• [YOUR INSTRUCTIONS]: I'd like the entries reproduced exactly, with the images omitted.

• [Data entries]:
■ ■ ■

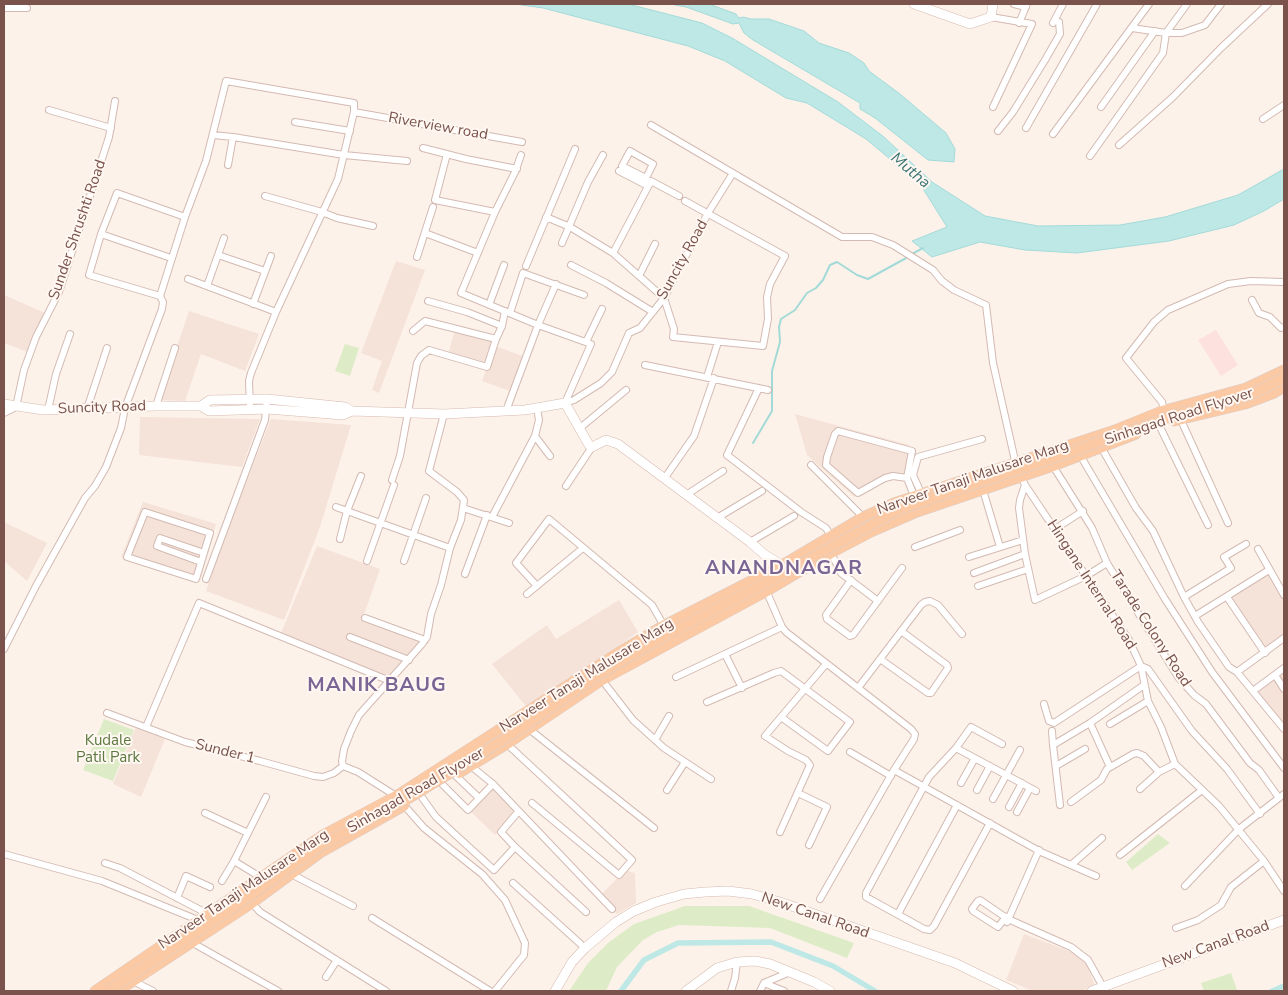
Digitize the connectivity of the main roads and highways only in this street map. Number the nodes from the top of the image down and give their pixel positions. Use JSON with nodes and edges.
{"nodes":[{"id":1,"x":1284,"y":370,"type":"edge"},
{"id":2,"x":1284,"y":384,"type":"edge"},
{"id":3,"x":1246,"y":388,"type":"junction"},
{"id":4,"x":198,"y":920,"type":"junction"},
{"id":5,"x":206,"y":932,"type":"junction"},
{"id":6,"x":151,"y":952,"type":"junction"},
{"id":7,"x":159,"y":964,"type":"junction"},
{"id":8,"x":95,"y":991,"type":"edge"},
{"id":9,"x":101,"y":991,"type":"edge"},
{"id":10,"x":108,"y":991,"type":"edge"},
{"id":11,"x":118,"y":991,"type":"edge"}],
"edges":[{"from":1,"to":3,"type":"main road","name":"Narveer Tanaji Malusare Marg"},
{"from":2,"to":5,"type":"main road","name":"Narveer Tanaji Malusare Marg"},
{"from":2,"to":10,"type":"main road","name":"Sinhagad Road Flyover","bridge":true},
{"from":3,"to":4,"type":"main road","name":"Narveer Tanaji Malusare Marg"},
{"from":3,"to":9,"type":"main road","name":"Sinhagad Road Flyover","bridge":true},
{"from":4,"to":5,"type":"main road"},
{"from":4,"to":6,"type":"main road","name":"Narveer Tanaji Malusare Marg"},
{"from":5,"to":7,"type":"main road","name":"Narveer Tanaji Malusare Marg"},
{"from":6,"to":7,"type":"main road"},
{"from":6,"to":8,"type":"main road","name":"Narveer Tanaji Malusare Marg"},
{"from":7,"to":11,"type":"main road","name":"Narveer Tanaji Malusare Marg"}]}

■ ■ ■

• [SOLUTION]:
Digitize the connectivity of the main roads and highways only in this street map. Number the nodes from the top of the image down and give their pixel positions. Use JSON with nodes and edges.
{"nodes":[{"id":1,"x":1284,"y":370,"type":"edge"},
{"id":2,"x":1284,"y":384,"type":"edge"},
{"id":3,"x":1246,"y":388,"type":"junction"},
{"id":4,"x":198,"y":920,"type":"junction"},
{"id":5,"x":206,"y":932,"type":"junction"},
{"id":6,"x":151,"y":952,"type":"junction"},
{"id":7,"x":159,"y":964,"type":"junction"},
{"id":8,"x":95,"y":991,"type":"edge"},
{"id":9,"x":101,"y":991,"type":"edge"},
{"id":10,"x":108,"y":991,"type":"edge"},
{"id":11,"x":118,"y":991,"type":"edge"}],
"edges":[{"from":1,"to":3,"type":"main road","name":"Narveer Tanaji Malusare Marg"},
{"from":2,"to":5,"type":"main road","name":"Narveer Tanaji Malusare Marg"},
{"from":2,"to":10,"type":"main road","name":"Sinhagad Road Flyover","bridge":true},
{"from":3,"to":4,"type":"main road","name":"Narveer Tanaji Malusare Marg"},
{"from":3,"to":9,"type":"main road","name":"Sinhagad Road Flyover","bridge":true},
{"from":4,"to":5,"type":"main road"},
{"from":4,"to":6,"type":"main road","name":"Narveer Tanaji Malusare Marg"},
{"from":5,"to":7,"type":"main road","name":"Narveer Tanaji Malusare Marg"},
{"from":6,"to":7,"type":"main road"},
{"from":6,"to":8,"type":"main road","name":"Narveer Tanaji Malusare Marg"},
{"from":7,"to":11,"type":"main road","name":"Narveer Tanaji Malusare Marg"}]}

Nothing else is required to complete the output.